“He’s our closer,” Farrell said in regards to Joel Hanrahan, who suffered his first blown save as a member of the Red Sox on Wednesday.
Hanrahan entered Wednesday’s ballgame in the ninth inning with a two-run lead. When he left after recording just two outs on 31 pitches, the Orioles had come from behind to capture an 8-5 lead at a damp Fenway Park. It was hardly the kind of outing the Red Sox want to see out of their closer, and it marked the second straight hiccup for Hanrahan, who also surrendered two hits, including a home run, before finally nailing down Monday’s home opener.

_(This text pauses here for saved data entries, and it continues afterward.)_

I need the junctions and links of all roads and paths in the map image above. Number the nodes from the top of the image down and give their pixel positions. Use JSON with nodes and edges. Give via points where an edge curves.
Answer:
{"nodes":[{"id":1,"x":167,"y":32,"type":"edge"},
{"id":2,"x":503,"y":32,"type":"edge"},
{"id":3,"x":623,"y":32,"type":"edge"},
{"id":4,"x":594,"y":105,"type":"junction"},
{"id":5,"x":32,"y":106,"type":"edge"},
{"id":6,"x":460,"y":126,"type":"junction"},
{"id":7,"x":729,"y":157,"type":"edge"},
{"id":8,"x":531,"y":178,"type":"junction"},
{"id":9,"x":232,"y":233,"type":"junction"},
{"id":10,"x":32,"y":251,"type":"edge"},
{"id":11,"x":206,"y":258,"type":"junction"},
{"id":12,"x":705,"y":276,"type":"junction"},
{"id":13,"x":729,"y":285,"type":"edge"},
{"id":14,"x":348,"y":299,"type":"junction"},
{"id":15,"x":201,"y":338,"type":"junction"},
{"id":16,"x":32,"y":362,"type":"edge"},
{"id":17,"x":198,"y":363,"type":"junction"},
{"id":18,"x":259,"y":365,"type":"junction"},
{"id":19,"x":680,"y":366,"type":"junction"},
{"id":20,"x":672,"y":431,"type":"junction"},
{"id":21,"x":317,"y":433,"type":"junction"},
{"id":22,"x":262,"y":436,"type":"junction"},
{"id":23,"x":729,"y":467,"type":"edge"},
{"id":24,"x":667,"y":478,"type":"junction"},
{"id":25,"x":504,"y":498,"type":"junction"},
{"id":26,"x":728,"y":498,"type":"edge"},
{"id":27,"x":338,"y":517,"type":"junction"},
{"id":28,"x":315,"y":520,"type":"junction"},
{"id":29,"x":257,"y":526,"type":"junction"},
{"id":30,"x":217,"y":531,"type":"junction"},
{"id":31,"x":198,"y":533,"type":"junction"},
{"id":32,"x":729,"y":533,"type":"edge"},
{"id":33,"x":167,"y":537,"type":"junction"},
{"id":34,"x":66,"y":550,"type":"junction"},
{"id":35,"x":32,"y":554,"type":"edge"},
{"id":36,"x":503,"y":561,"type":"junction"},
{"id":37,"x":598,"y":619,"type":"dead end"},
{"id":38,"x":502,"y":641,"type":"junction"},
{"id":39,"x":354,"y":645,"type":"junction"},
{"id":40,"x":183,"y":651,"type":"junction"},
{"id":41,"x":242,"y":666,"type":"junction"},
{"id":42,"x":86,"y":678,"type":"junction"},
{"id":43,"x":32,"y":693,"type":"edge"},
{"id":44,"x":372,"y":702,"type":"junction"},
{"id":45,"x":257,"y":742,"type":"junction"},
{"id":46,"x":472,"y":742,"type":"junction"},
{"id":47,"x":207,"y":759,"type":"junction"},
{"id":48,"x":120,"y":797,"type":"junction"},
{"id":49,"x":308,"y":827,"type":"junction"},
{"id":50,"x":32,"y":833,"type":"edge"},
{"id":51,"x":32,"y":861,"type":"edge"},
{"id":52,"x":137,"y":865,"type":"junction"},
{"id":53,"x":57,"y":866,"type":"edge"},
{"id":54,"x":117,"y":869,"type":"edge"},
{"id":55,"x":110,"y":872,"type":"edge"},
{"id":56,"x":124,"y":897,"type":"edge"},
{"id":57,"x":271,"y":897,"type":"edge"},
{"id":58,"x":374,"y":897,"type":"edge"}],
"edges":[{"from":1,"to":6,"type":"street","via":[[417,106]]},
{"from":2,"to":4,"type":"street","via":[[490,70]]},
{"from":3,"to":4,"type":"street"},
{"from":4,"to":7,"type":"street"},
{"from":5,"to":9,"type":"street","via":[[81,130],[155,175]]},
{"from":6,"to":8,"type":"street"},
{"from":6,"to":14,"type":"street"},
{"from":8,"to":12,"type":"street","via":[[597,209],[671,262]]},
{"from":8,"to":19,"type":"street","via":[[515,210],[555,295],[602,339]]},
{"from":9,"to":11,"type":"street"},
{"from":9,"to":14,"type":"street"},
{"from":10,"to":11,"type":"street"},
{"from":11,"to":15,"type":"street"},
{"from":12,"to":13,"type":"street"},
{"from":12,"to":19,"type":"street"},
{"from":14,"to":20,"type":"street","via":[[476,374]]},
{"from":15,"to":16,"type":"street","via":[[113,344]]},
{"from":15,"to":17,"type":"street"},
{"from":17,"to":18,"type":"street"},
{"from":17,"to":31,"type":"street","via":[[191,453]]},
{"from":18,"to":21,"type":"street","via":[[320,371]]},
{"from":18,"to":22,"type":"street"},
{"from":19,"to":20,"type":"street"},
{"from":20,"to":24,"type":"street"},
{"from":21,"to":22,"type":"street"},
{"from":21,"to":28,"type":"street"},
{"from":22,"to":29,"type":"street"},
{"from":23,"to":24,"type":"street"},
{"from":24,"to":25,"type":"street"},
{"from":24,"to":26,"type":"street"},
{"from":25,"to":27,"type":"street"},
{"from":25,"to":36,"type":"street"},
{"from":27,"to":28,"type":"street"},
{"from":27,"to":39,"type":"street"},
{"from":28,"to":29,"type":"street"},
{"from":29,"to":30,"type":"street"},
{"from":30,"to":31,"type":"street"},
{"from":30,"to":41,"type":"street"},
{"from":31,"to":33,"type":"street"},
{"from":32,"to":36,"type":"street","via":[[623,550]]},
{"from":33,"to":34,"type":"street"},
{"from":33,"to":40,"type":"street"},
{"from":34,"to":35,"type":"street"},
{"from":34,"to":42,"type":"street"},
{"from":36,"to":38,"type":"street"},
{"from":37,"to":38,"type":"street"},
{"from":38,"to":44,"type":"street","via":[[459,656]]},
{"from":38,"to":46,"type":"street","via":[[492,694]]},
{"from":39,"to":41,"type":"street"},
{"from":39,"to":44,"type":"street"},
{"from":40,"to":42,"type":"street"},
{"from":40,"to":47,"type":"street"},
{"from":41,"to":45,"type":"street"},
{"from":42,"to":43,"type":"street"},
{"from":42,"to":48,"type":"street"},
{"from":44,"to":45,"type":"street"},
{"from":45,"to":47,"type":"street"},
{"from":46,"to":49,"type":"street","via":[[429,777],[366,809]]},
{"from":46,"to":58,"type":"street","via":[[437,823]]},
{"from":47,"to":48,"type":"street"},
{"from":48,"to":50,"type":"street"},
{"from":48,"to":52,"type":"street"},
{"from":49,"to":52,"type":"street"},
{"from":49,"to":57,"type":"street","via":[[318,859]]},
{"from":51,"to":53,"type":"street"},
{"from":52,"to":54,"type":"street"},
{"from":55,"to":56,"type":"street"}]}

We shouldn’t get too caught up in the brief struggles, though. Blowing a save is never a positive experience, especially when we’re talking about a stressful, tiring effort like Wednesday’s, but the Red Sox are in a much better position this season to withstand not having their closer on a particular night.
“With Andrew Bailey, with [Koji] Uehara, [Junichi] Tazawa, obviously [Andrew] Miller ready to go tonight. [Clayton] Mortensen is available. We’ve got a full compliment behind Alfredo [Aceves],” Farrell said when asked about Hanrahan’s availability for Thursday’s game. “So if in fact we need to stay away from Joel for a night just to give him some recovery time, we feel confident we can build back to a guy that’s had a lot of closing experience in the past.”
While Farrell was referencing one particular game, the overriding point holds true for any given game. The Red Sox have a surplus of quality arms in their bullpen, and they have pitchers with late-game experience. This isn’t to say the Sox could compensate for a struggling closer, as Hanrahan needs to be Boston’s anchor, but having someone like Bailey available to take over the closing duties if and when necessary is huge.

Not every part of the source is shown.